Despite our fraught circumstances, we had a happy Christmas Day, for the weather was in the balmy mid 70s - not like the cold and snowy Christmas Day I would have spent in my little house in rural England but for this American episode. On the day before Christmas we had gone to a supermarket and stocked up on food suitable for a Christmas Day dinner, like two pre-cooked barbecued chickens, fresh vegetables and tinned gravy.

This may sound an inadequate Christmas dinner for you Americans, who spend all day cooking and basting your Christmas turkey, and preparing the stuffing, and baking your Christmas pudding, only to see it all disappear within minutes once everyone around the dinner table starts tucking in. But you should understand that in our underground home we have merely a hot-plate. The chicken, then, we had to eat cold, although our vegetables were hot, for I'd steamed them, and our gravy was hot too. We'd also stocked up on wine, so there was plenty to drink.

After our Christmas dinner, we drove in our SUV to a municipal park with a river running through it, and ducks on the water. We got out and strolled through the park and along the stream's bank, soaking up the warmth of the Texas winter sun. After that, we found an internet cafe, which - amazingly for a Christmas Day - was open for business. There, I was able to log into Youtube where there was a video of Queen Elizabeth's Christmas broadcast which she'd given to the people of England earlier in the day.

As I watched and listened, I felt Her Majesty was speaking to me personally, and I felt powerful emotions. Her Majesty has delivered her Christmas broadcasts for more than fifty years now, and I've listened to all of them.

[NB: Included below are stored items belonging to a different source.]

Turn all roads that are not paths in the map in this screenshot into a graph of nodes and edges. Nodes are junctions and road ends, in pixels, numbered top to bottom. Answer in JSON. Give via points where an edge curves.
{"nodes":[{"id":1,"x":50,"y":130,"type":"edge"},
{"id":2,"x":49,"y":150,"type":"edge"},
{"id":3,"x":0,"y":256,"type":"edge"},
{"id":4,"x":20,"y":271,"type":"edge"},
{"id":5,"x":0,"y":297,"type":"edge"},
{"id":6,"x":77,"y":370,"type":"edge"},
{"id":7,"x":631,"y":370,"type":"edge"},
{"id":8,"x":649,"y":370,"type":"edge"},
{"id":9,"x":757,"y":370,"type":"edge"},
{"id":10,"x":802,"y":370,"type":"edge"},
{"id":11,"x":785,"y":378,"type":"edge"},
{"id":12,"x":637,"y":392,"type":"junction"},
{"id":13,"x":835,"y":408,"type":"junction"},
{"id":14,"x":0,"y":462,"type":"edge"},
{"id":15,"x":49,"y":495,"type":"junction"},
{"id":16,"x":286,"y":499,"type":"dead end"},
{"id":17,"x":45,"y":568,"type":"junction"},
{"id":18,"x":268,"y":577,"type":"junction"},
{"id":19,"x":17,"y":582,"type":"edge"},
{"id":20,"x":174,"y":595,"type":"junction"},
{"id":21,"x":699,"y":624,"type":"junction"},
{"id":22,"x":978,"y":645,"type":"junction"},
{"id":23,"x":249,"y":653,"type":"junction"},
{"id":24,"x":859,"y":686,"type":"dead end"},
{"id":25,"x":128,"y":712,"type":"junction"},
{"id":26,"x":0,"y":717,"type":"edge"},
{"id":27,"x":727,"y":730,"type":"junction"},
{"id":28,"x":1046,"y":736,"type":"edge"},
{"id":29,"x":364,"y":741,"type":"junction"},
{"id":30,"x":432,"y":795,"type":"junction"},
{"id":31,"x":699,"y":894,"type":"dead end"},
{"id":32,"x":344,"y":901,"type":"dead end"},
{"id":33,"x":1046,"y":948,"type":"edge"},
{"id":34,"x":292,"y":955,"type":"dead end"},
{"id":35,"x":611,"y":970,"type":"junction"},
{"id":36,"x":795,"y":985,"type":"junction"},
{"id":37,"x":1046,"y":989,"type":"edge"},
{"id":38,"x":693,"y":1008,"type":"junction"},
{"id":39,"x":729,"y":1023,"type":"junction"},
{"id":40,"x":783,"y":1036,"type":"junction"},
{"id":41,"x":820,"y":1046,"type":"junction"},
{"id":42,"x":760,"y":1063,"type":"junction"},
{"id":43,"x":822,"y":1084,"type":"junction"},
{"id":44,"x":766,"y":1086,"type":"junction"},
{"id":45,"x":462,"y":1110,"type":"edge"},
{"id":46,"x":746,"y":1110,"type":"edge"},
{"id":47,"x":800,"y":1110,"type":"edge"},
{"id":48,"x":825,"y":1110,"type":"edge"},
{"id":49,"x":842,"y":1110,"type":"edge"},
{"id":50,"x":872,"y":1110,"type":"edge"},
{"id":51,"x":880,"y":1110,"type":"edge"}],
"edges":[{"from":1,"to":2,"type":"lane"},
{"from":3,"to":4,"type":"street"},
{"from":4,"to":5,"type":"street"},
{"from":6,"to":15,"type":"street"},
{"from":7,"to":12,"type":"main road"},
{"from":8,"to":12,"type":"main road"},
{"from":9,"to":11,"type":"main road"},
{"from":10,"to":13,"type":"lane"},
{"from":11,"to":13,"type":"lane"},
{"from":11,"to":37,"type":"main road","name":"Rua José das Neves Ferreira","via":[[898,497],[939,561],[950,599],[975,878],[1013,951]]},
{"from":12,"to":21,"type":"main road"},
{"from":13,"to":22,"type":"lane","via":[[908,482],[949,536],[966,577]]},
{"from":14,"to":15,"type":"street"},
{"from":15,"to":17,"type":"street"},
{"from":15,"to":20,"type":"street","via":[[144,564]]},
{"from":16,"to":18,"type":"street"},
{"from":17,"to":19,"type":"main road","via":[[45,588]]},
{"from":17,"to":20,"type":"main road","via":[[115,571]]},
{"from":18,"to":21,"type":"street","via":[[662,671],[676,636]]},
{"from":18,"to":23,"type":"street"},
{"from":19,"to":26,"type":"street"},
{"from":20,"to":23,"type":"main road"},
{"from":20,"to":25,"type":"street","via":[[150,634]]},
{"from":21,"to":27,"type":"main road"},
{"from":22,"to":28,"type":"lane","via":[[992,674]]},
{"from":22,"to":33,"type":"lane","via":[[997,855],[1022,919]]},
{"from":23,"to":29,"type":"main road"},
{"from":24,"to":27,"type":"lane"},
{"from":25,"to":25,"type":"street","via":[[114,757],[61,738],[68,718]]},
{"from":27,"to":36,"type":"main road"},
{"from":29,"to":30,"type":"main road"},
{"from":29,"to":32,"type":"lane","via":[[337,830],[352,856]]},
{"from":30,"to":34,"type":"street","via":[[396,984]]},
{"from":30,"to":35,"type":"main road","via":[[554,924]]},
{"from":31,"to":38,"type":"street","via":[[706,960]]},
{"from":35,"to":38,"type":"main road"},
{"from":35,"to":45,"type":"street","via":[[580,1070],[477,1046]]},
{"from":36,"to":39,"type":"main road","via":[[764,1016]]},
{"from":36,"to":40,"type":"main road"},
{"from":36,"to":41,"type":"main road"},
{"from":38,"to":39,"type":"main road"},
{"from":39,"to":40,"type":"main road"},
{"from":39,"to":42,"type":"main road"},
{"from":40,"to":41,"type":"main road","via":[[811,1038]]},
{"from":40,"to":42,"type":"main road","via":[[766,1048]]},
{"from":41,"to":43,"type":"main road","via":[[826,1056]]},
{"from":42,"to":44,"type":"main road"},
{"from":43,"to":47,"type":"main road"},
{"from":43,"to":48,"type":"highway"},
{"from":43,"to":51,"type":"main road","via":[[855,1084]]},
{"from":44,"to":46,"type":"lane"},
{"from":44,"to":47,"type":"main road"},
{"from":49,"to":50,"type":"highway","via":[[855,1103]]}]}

I've also watched her transform over these fifty plus years from the beautiful young woman she was when she first became our Monarch, to the dignified elderly lady she is now.

For you of the younger generation, it may be difficult to imagine that Queen Elizabeth was once young and beautiful - so beautiful, that powerful men like cabinet ministers and prime ministers, became smitten and fell at her feet. I, as a senior military man in the British establishment, was smitten too, and had Her Majesty asked me to die for her, I would have unquestioningly.

But even had she not been the Queen, I still would unquestioningly have died for the woman who is Elizabeth, for beautiful and powerful women have always had an explicable power over me. A beautiful and powerful woman has always been for me, the ultimate aphrodisiac. I am hers to command and to die for. Prostrate at her feet, I have no will of my own.

Saturday, December 20, 2008

Dreaming of Lucille


Last night I dreamed of Lucille, who I had been so in love with ninety years ago. It's been some while since she last appeared in my dreams, so she was due for another visit. I wish she'd appear more often because hardly a day has gone by since 1917 when I haven't thought of her. For me, she will always be the beautiful twenty year-old she was then. The night of love we made before I had to return to the trenches in France, will be with me always.

You who are regular visitors to this site will remember I'd spoken in a previous posting of Lucille and our night of love, which turned out to be our only night of love. You will also remember my speaking of how crushed I was when I sought Lucille out on returning to England after the signing of the armistice, but learned she had returned to her home country of Martinique with another man, who would appear to have been her lover.

Why did Lucille appear in my dream of last night? Was it because, this being now December 2008, it was ninety years ago to the month, December 1918, that I learned of her absconding with her lover, and that she was gone from me for ever? Or was it because she realized how foolish she was to run off with another man before I returned at the Great War's end, and so told me - through appearing in my dream - that she'll be waiting for me when I cross over to the Other Side? I'm assuming Lucille is by now on the Other Side, since she'd be on the order of 110 were she still alive. However, since I'm 113 and still alive, why shouldn't Lucille, a mere 110, be alive too?

But, given that nearly all people of 110 are now dead, the chances that Lucille is dead too, are high. So she is likely dead, and is waiting for me on the Other Side. But when we do meet I will insist she explain why she didn't wait for me to return from the Great War, but went off with that other man back to Martinique. And had she made naked love with him while I was fighting in France? Lucille has much to explain.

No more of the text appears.